David Marjanovic wrote-
> Are there any fossils that Conrad included and the new study lacks? (I
> don't have access to the paper today. Maybe I'll go to the museum
> tomorrow again.)
Conrad includes 129 fossil squamates, Gauthier et al. include 48. On the other
hand, that means Conrad uses 93 living squamates, while Gauthier et al. beat it
out with 144. Still I'd say Conrad's fossil sample is more important.
> > Molecular analyses place dibamids as the basalmost living lizards,
> Dibamids and/or geckos, no?
Sure. I was just looking at Vidal and Hedges (2005).
> > Similarly, the new Gauthier et al. analysis has mosasaurs as the most
> > basal non-iguanians,
> That's hard to believe. Where do all the aigialosaurs, dolichosaurs,
> pontosaurs and whatnots come out?
As basal mosasaurs. Now that I have the paper, I can provide some useful
"However, when we include snakes, but exclude other snake-like squamates
(limb-reduced lizards with more than 50 presacral vertebrae), mosasaurians join
snakes as sister to total-clade Varanoidea"

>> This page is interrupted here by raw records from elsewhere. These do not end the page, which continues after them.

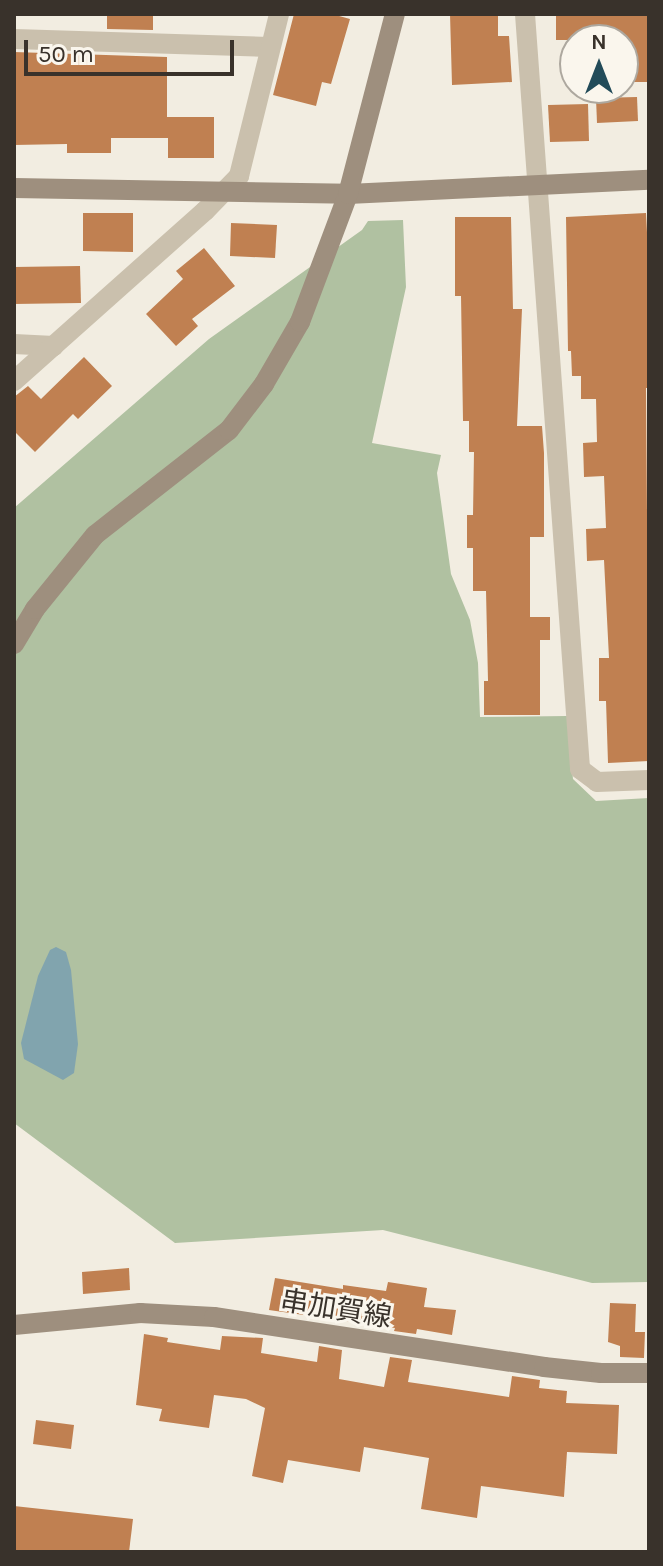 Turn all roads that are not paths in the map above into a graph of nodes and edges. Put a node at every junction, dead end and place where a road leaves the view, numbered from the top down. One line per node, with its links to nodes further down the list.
1 (279, 14): 5 (street)
2 (395, 14): 10 (street)
3 (525, 14): 7 (street)
4 (14, 39): 5 (street)
5 (269, 47): 9 (street)
6 (649, 180): 7 (street)
7 (538, 187): 10 (street); 15 (street)
8 (14, 188): 9 (street)
9 (223, 194): 10 (street); 12 (street)
10 (348, 194): 14 (street)
11 (14, 344): 12 (street)
12 (54, 346): 13 (street)
13 (14, 381)
14 (14, 644)
15 (649, 780)
16 (14, 1325): 17 (street, 串加賀線)
17 (649, 1373)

"We tested traditional hypotheses for the placement of Mosasauria within
Anguimorpha with the Wilcoxon sign-ranked test compared to our shortest tree
(Templeton 1983). Mosasauria as sister to Varanidae can be rejected (p0.0192).
However, we cannot reject the idea that Mosasauria is either basal to the
varanoid stem (p0.0964), the snake stem (p0.3365), or the stem of the entire
“Fossorial Group” including snakes (p0.7270). Nor can we reject the hypothesis
that mosasaurians represent a basal divergence from the anguimorph stem
"In this series of experiments, we first delete the derived mosasaurids and,
indeed, we recover the more basal mosasaurians near the root of the fossorial
autarchoglossan group that is sister to total-group varanoids as in the
all-species analysis (Figure 10). That relationship persists whether
using only dolichosaurs or the basal mosasauroid Aigialosaurus dalmaticus as
the sole mosasaurian exemplars (not shown). In contrast, confining the
mosasaurian sample to derived mosasaurids has some remarkable consequences.

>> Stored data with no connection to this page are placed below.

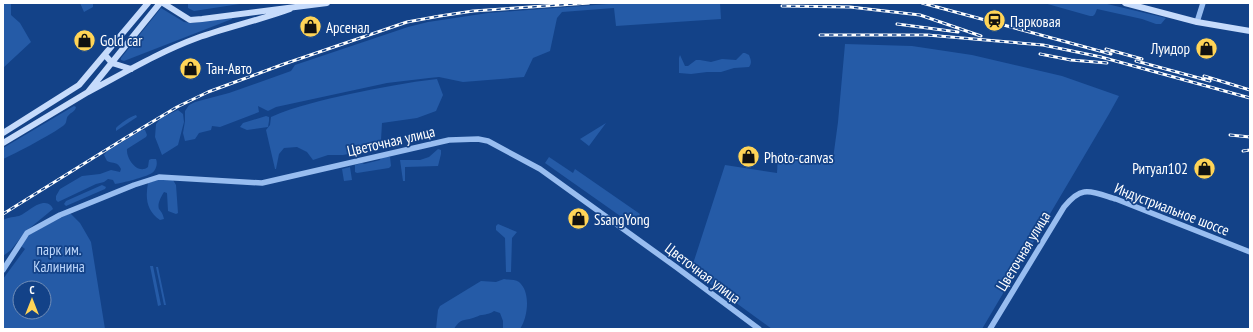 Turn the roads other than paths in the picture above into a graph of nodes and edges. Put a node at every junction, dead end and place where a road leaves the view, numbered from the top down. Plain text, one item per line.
1 (148, 3) edge
2 (160, 3) edge
3 (163, 3) edge
4 (327, 3) edge
5 (1125, 3) edge
6 (1203, 3) edge
7 (290, 9) junction
8 (1197, 22) junction
9 (1250, 31) edge
10 (105, 55) junction
11 (112, 63) junction
12 (131, 69) junction
13 (88, 92) junction
14 (3, 132) edge
15 (3, 144) edge
16 (1084, 192) joint
17 (1250, 252) edge
18 (3, 270) edge
19 (759, 329) edge
20 (990, 329) edge

1 - 10 main road
2 - 11 main road
3 - 7 main road
4 - 7 main road
5 - 8 main road
6 - 8 street
7 - 12 main road
8 - 9 main road
10 - 11 main road
10 - 14 main road
11 - 12 main road
11 - 13 main road
12 - 13 main road
13 - 15 main road
16 - 17 street, Индустриальное шоссе
16 - 20 street, Цветочная улица
18 - 19 street, Цветочная улица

First, Krypteia now emerges from inside Anguidae, predictably, with the
snake-like and fossorial Anniella pulchra as its sister taxon and then the
snake-like Pseudopus apodus as its first outgroup. Second, derived
mosasaurids move outside of Scleroglossa as in the all-species analysis but,
most surprising, with Sineoamphisbaena hexatabularis as their sister. Deleting
S. hexatabularis yields the same result— krypteians emerge from inside
Anguidae. But if both Anniella pulchra and S. hexatabularis are
excluded, that results in an even more dramatic shift: although most other
details of our all-species tree are conserved, krypteians switch from deeply
nested within anguid anguimorphs to deeply nested among scincid scincomorphs
(Figure 11) as inferred by Conrad (2008; thus, an “Anguiophidia” can replace
“Scincophidia” depending on the fossorial species included)."
So basically, mosasaurs are attracted to snakes if you eliminate the probably
convergent limbless fossorial taxa, which I believe is where they ended up when
I constrained Conrad's analysis to give results congruent with molecules.

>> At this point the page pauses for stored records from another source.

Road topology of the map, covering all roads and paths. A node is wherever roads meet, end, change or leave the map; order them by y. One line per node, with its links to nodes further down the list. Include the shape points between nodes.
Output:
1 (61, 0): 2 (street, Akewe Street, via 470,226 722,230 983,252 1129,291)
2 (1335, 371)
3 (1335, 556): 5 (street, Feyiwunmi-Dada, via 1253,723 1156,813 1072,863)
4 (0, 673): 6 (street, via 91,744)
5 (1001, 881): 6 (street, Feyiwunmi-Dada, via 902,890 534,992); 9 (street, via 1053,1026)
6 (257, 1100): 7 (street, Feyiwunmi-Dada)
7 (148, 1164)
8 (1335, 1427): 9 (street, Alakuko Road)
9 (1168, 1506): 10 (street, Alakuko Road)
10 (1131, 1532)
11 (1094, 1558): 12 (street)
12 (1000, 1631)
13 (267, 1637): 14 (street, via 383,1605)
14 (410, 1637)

However, in Gauthier et al.'s dataset, mosasaurs can plausibly have many
positions, so their basal position is very poorly supported. When only basal
mosasaurs are used, they fall into a more plausible position, but when only
derived mosasaurs are used, they stay weirdly basal, which I think is rather
good proof the basal position is erroneous and due to the transformed
morphology of highly aquatic taxa. Furthermore, if only derived mosasaurs are
used AND the limbless Anniella and fossorial Sineoamphisbaena are excluded,
krypteians are nested with the fossorial legless skinks Feylinia and Acontias
instead. Surely that's good evidence snakes are just going by the legless
> Where are *Marmoretta* and *Huehuecuetzpalli*?
Unincluded and the basalmost pan-squamate respectively.
> > Conrad tried to test this by deleting all taxa except limbless
> > burrowers (snakes are basally burrowing in his analysis, and notably
> > the burrowing Sineoamphisbaena is sister to Anniella+Krypteia in
> > Gauthier et al.'s), and claimed because Krypteia still emerged,
> > limbless burrowing characters weren't responsible.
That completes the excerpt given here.